Experiment is a high level API dedicated to capture your Job and Runs. The Experiment class comes with some great features to make the use of Vectice easier when it comes to managing a unique Job and all its entities.

The Experiment can also be used with the context manager syntax (python with keyword). In this case, the end of the run will be automatically managed.

When initializing an Experiment, it :

- Creates an instance of Vectice to create Artifacts and an instance of the Client to make API calls.

- Gets or creates the job linked to the experiment.

- Manages the creation of a Runs for this job.

- Manages the input and output artifacts. By default, every artifact used before starting the experiment is considered as an _input_ of the job, and every artifact added after starting the experiment is considered as an _output_.
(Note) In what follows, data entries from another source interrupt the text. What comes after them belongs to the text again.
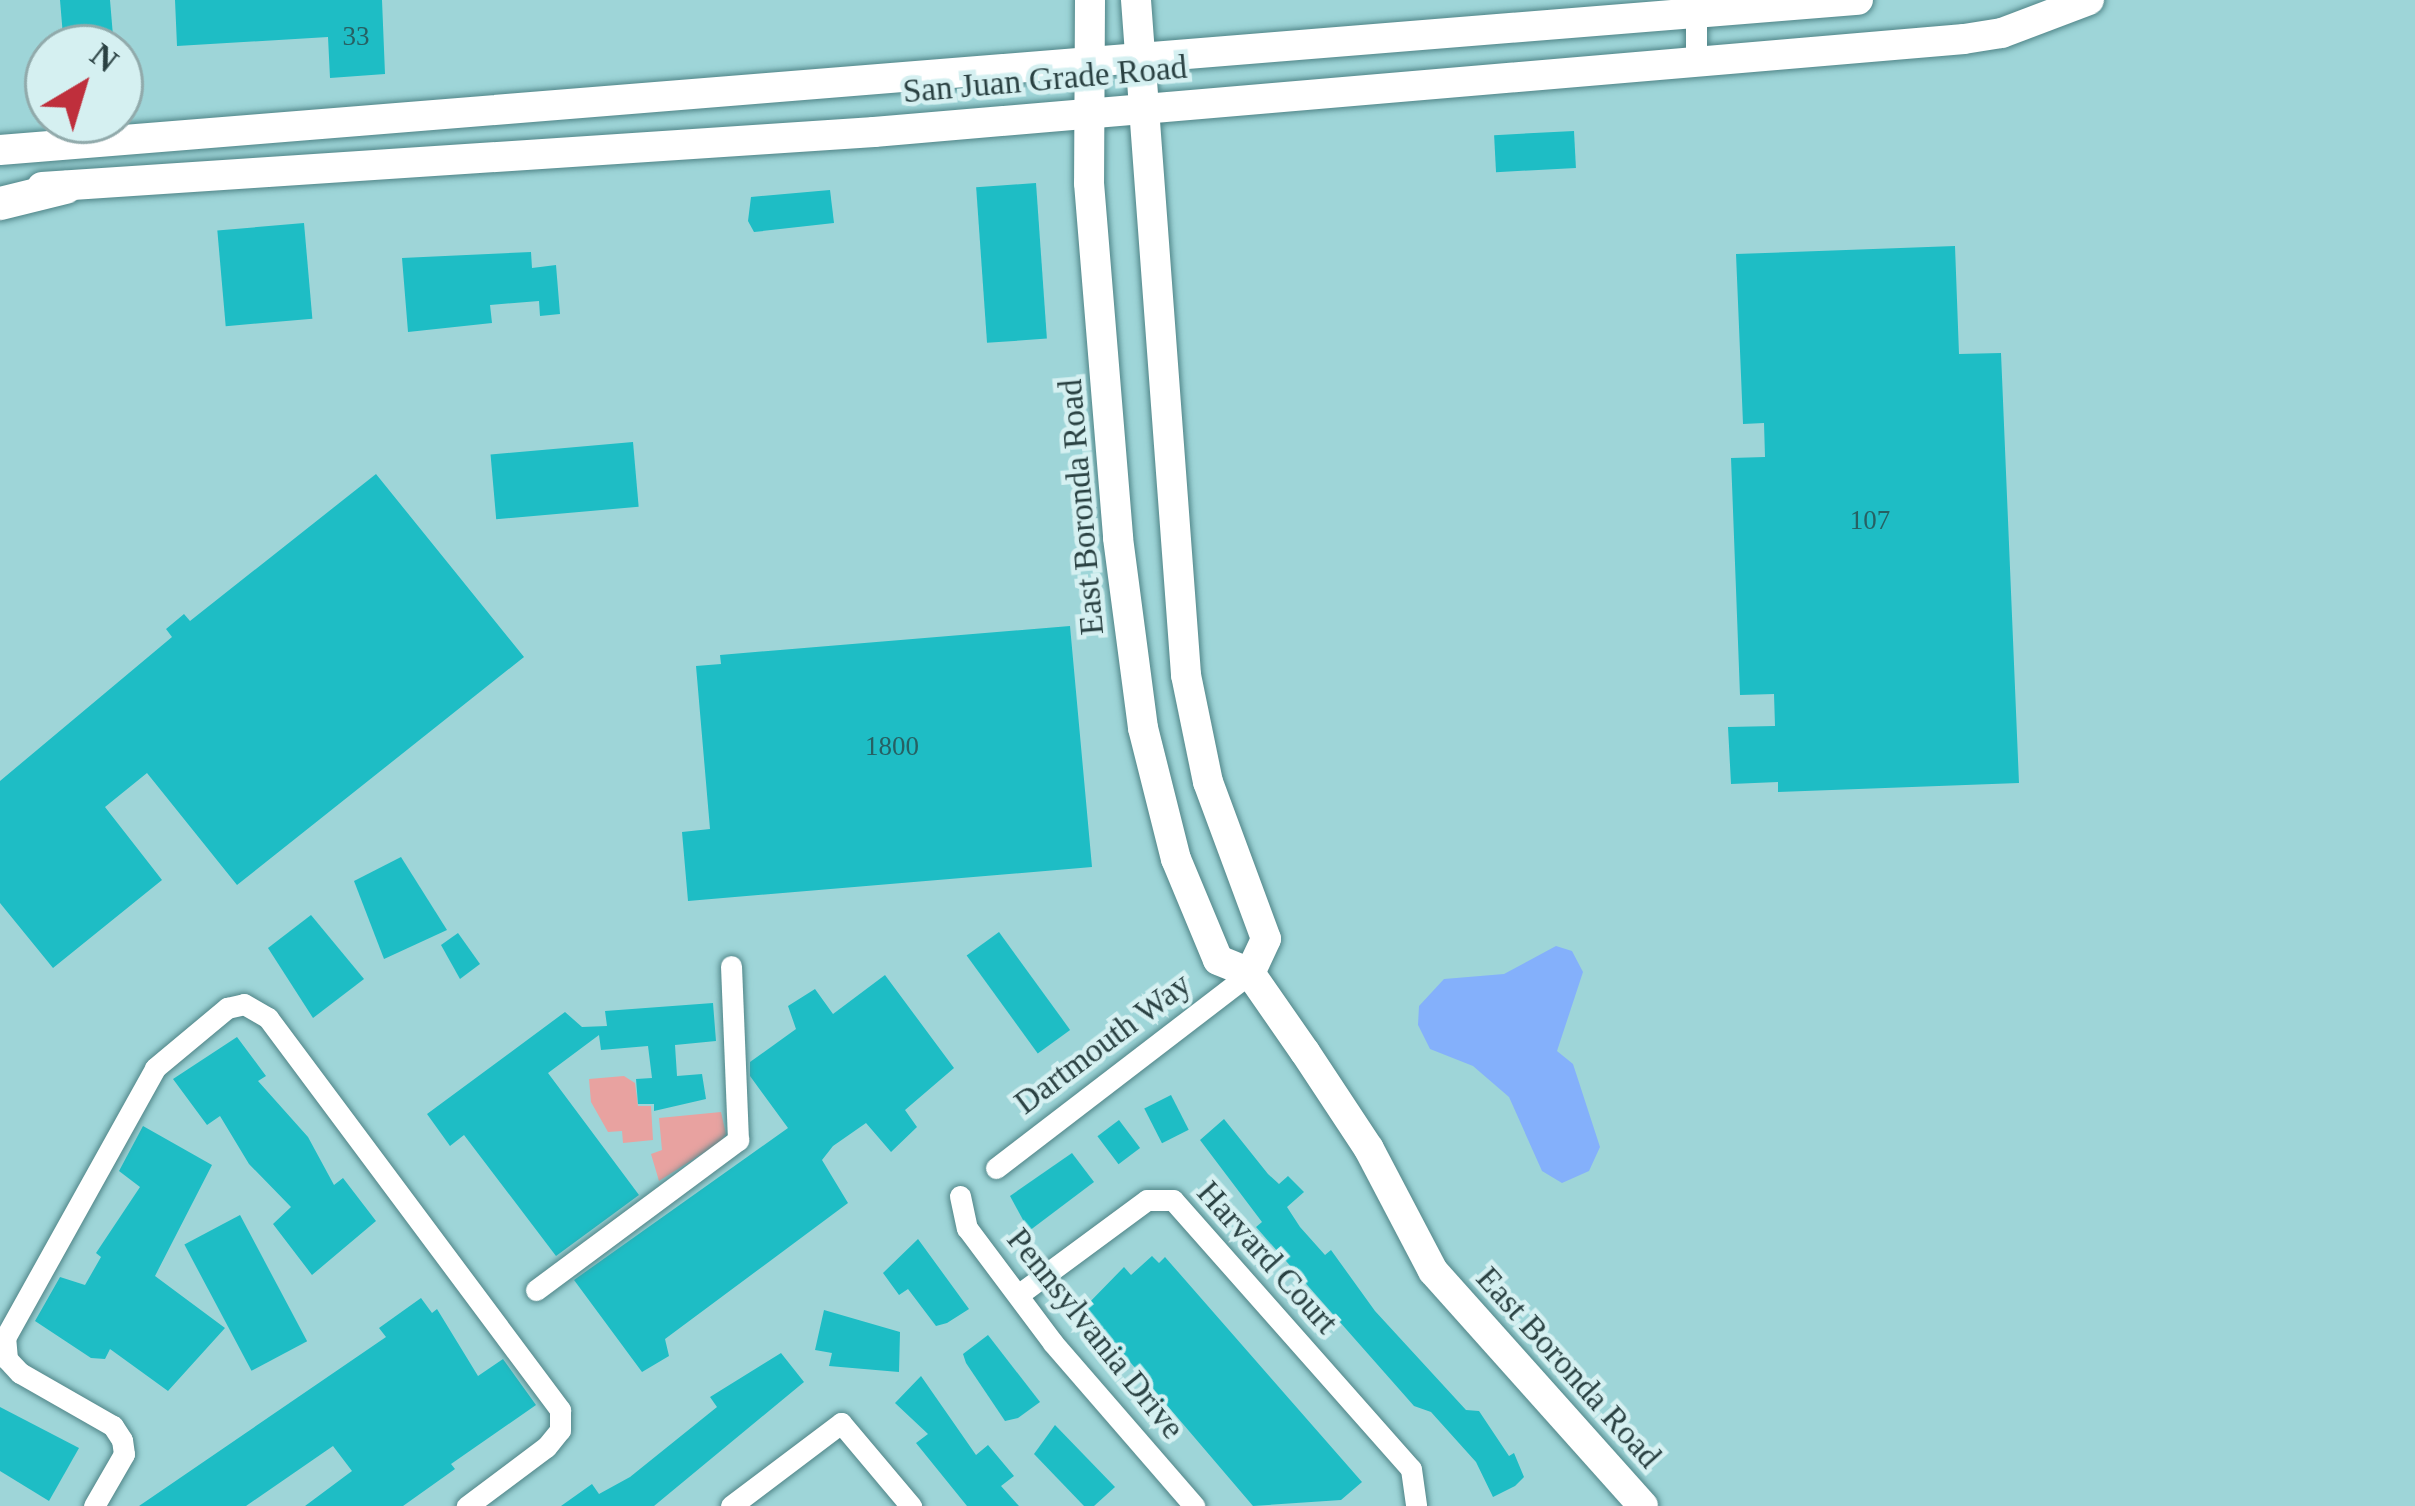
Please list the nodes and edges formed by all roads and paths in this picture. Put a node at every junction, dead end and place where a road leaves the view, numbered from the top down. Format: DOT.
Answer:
graph roads {
  1 [pos="1090,0"];
  2 [pos="1136,0"];
  3 [pos="1858,0"];
  4 [pos="2089,0"];
  5 [pos="1696,7"];
  6 [pos="1696,60"];
  7 [pos="1141,62"];
  8 [pos="1090,66"];
  9 [pos="1145,107"];
  10 [pos="1088,115"];
  11 [pos="0,150"];
  12 [pos="0,187"];
  13 [pos="65,188"];
  14 [pos="0,202"];
  15 [pos="731,966"];
  16 [pos="1250,973"];
  17 [pos="996,1168"];
  18 [pos="959,1196"];
  19 [pos="536,1290"];
  20 [pos="1018,1295"];
  21 [pos="94,1506"];
  22 [pos="467,1506"];
  23 [pos="730,1506"];
  24 [pos="911,1506"];
  25 [pos="1194,1506"];
  26 [pos="1415,1506"];
  27 [pos="1643,1506"];
  1 -- 8 [label="main road, East Boronda Road"];
  2 -- 7 [label="main road"];
  3 -- 5 [label="main road, San Juan Grade Road"];
  4 -- 6 [label="main road, San Juan Grade Road"];
  5 -- 6 [label="street"];
  5 -- 7 [label="main road, San Juan Grade Road"];
  6 -- 9 [label="main road, San Juan Grade Road"];
  7 -- 8 [label="main road, San Juan Grade Road"];
  7 -- 9 [label="main road"];
  8 -- 10 [label="main road, East Boronda Road"];
  8 -- 11 [label="main road, San Juan Grade Road"];
  9 -- 10 [label="main road, San Juan Grade Road"];
  9 -- 16 [label="main road"];
  10 -- 13 [label="main road, San Juan Grade Road"];
  10 -- 16 [label="main road, East Boronda Road"];
  12 -- 13 [label="main road, San Juan Grade Road"];
  13 -- 14 [label="main road"];
  15 -- 19 [label="street"];
  16 -- 17 [label="street, Dartmouth Way"];
  16 -- 27 [label="main road, East Boronda Road"];
  18 -- 20 [label="street, Pennsylvania Drive"];
  20 -- 25 [label="street, Pennsylvania Drive"];
  20 -- 26 [label="street, Harvard Court"];
  21 -- 22 [label="street"];
  23 -- 24 [label="street"];
}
- Beside the CRUD naming conventions, Experiment uses other specific naming convention to make its usage as simple as possible.
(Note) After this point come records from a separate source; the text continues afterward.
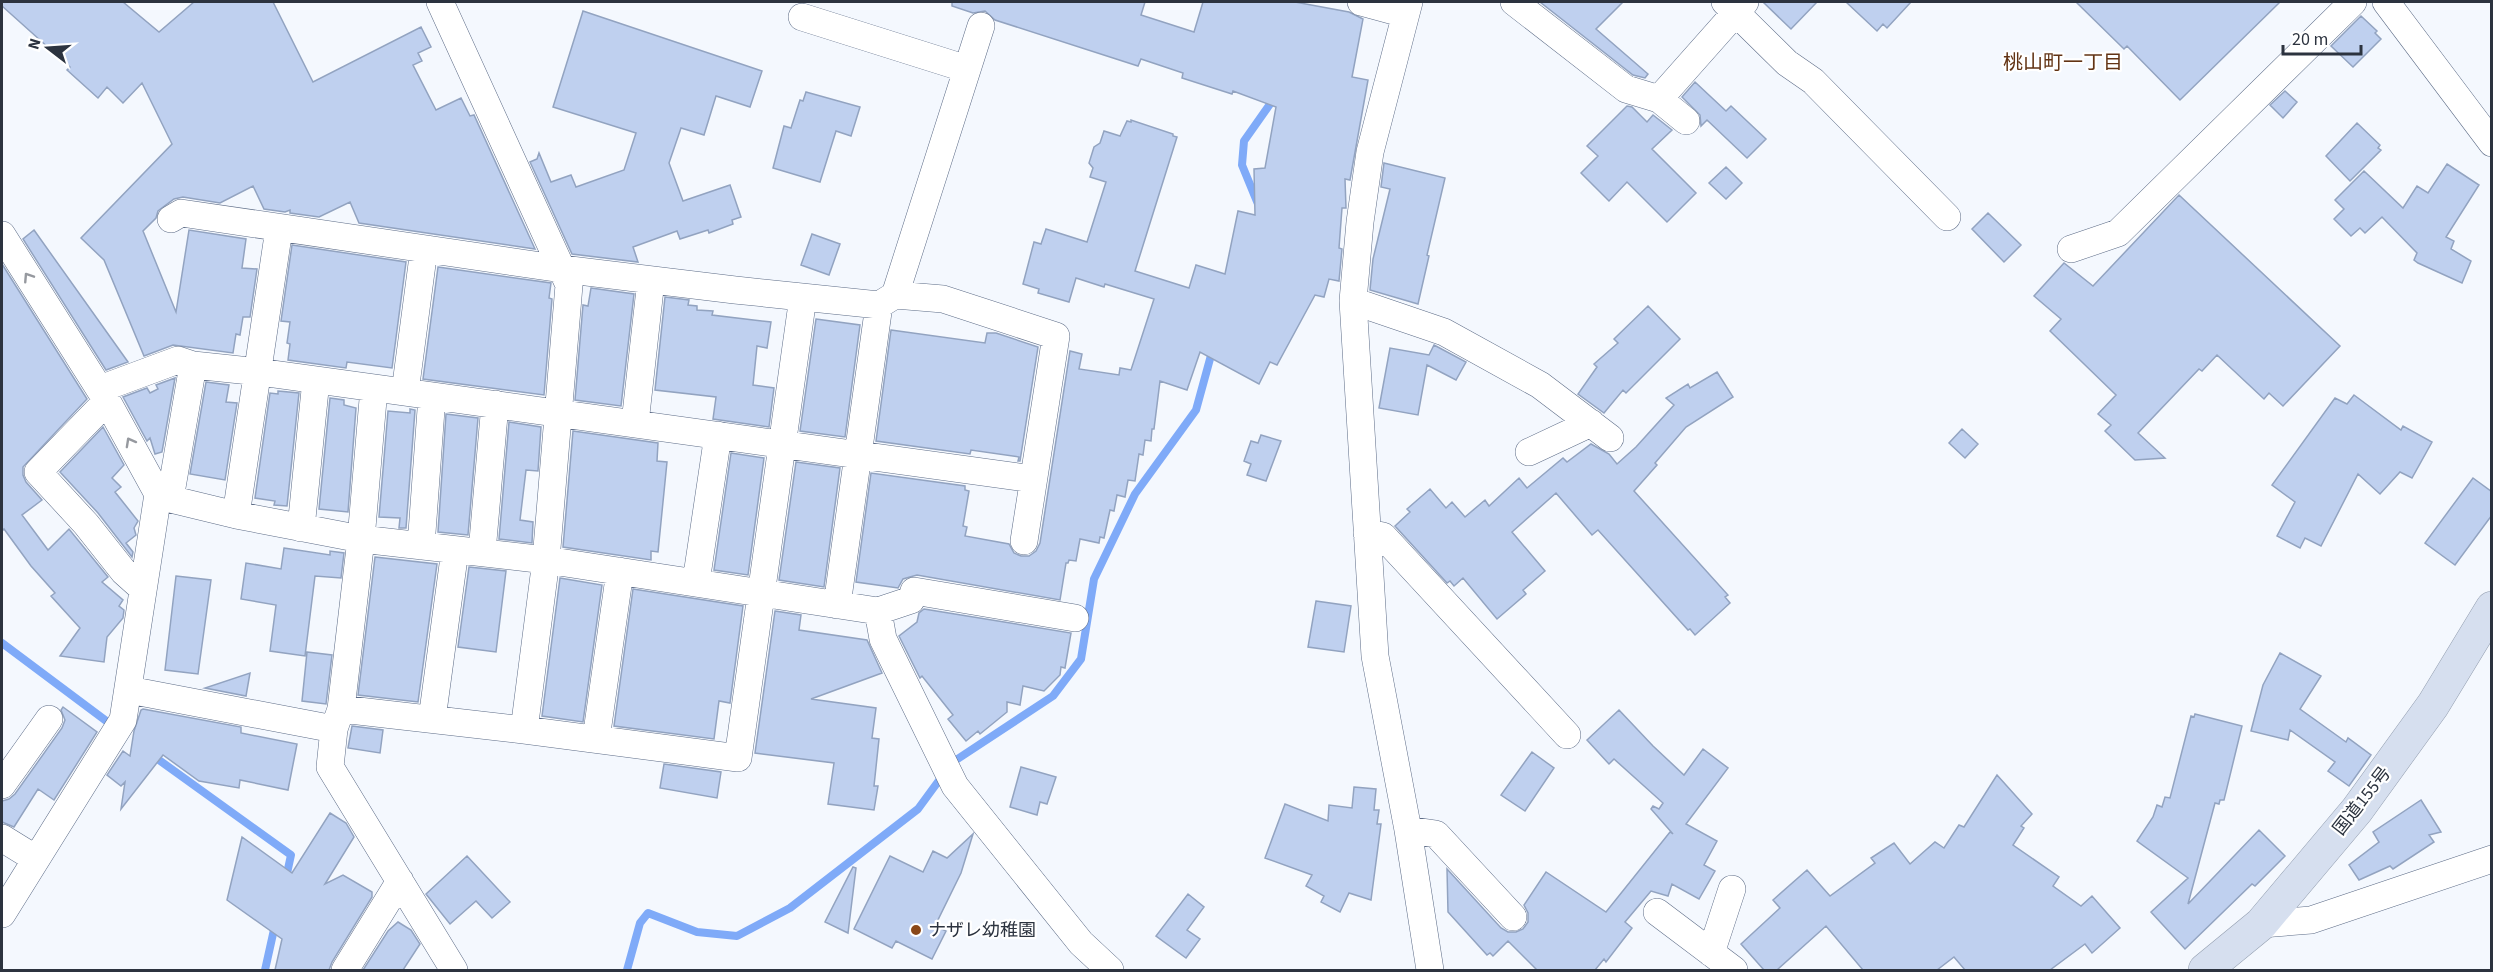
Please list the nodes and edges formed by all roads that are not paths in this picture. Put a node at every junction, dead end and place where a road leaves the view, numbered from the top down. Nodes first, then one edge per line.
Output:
1 (440, 2) edge
2 (1361, 2) edge
3 (1514, 2) edge
4 (2353, 2) edge
5 (2386, 2) edge
6 (1735, 5) edge
7 (1407, 8) edge
8 (802, 17) dead end
9 (981, 26) dead end
10 (967, 69) junction
11 (1659, 99) junction
12 (1686, 121) dead end
13 (2492, 143) edge
14 (1947, 217) dead end
15 (171, 219) dead end
16 (279, 229) junction
17 (2, 235) edge
18 (424, 249) junction
19 (2071, 249) dead end
20 (562, 268) junction
21 (651, 280) junction
22 (803, 297) junction
23 (887, 300) junction
24 (1353, 301) junction
25 (194, 365) junction
26 (259, 372) junction
27 (316, 380) junction
28 (374, 388) junction
29 (405, 392) junction
30 (104, 395) junction
31 (432, 396) junction
32 (495, 404) junction
33 (559, 413) junction
34 (635, 423) junction
35 (718, 435) junction
36 (782, 444) junction
37 (1529, 452) dead end
38 (858, 454) junction
39 (1033, 479) junction
40 (164, 496) junction
41 (236, 515) junction
42 (301, 528) junction
43 (1367, 533) junction
44 (361, 539) junction
45 (1024, 541) dead end
46 (421, 546) junction
47 (469, 551) junction
48 (546, 560) junction
49 (621, 571) junction
50 (696, 582) junction
51 (143, 588) junction
52 (762, 592) junction
53 (837, 605) junction
54 (2492, 608) edge
55 (878, 611) junction
56 (1075, 618) dead end
57 (129, 690) junction
58 (49, 719) dead end
59 (337, 719) junction
60 (432, 719) junction
61 (524, 730) junction
62 (1567, 735) dead end
63 (596, 739) junction
64 (2, 785) edge
65 (1408, 830) junction
66 (2, 838) edge
67 (36, 859) junction
68 (2492, 859) edge
69 (400, 881) junction
70 (1732, 889) dead end
71 (1657, 912) dead end
72 (2, 914) edge
73 (1513, 917) dead end
74 (2261, 924) junction
75 (1711, 953) junction
76 (345, 970) edge
77 (454, 970) edge
78 (1110, 970) edge
79 (1430, 970) edge
80 (1734, 970) edge
81 (2205, 970) edge

1 - 20 street
2 - 7 street
3 - 11 street
4 - 19 street
5 - 13 street
6 - 11 street
6 - 14 street
7 - 24 street
8 - 10 street
9 - 10 street
10 - 23 street
11 - 12 street
15 - 16 street
16 - 18 street
16 - 26 street
30 -> 17 street
18 - 20 street
18 - 29 street
20 - 21 street
20 - 33 street
21 - 22 street
21 - 34 street
22 - 23 street
22 - 36 street
23 - 38 street
23 - 39 street
24 - 37 street
24 - 43 street
25 - 26 street
25 - 30 street
25 - 40 street
26 - 27 street
26 - 41 street
27 - 28 street
27 - 42 street
28 - 29 street
28 - 44 street
29 - 31 street
40 -> 30 street
30 - 51 street
31 - 32 street
31 - 46 street
32 - 33 street
32 - 47 street
33 - 34 street
33 - 48 street
34 - 35 street
35 - 36 street
35 - 50 street
36 - 38 street
36 - 52 street
38 - 39 street
38 - 53 street
39 - 45 street
40 - 41 street
40 - 51 street
41 - 42 street
42 - 44 street
43 - 62 street
43 - 65 street
44 - 46 street
44 - 59 street
46 - 47 street
47 - 48 street
47 - 60 street
48 - 49 street
48 - 61 street
49 - 50 street
49 - 63 street
50 - 52 street
51 - 57 street
52 - 53 street
52 - 63 street
53 - 55 street
54 - 74 highway, 国道155号
55 - 56 street
55 - 78 street
57 - 59 street
57 - 67 street
58 - 64 street
59 - 60 street
59 - 69 street
60 - 61 street
61 - 63 street
65 - 73 street
65 - 79 street
66 - 67 street
67 - 72 street
68 - 74 street
69 - 76 street
69 - 77 street
70 - 75 street
71 - 75 street
74 - 81 highway, 国道155号
75 - 80 street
     - add methods : add_dataset_version() will add the defined dataset version to the experiment

    - add_model_version() will add the defined model version to the experiment

    - log methods :
        - log_hyper_parameters() add a set of hyper parameter to the specified model of the run

        - log_metrics() add a set of metrics to the specified model of the run. the metrics are timestamped key/values pair

When creating an experiment, we need to specify:

1) a job (mandatory): Job names are unique for each project

2) A project id or name: Only the project id is needed, but if you want to use the project name, the wokspace name or id is required.

3) a job type (optional)


Job names and job types are useful to group and search runs in the Vectice UI.

In [None]:
# autocode = True enables you to track your git changes for your code automatically every time you execute a run (see below).
#Only the project id is needed, but if you want to use the project name, the wokspace name or id is required.
experiment = Experiment(job="New Experiment", project=project_id, job_type=JobType.PREPARATION, auto_code=True)
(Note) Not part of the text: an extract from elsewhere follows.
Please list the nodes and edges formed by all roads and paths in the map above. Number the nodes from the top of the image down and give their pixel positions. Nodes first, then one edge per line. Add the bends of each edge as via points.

**You can see in the app all the created assets and artifacts. You can easily find them in the "My Recent Activity" from the home page of the application or by typing their names in the global search, or by going to the specified section for the asset/artifact in your project in the Vectice application**

### We create a dataset and a model to use 

In [None]:
## Creating datasets and models to be used to test model and dataset versions
dataset = experiment.vectice.create_dataset(name="Dataset")
model = experiment.vectice.create_model(name="Model")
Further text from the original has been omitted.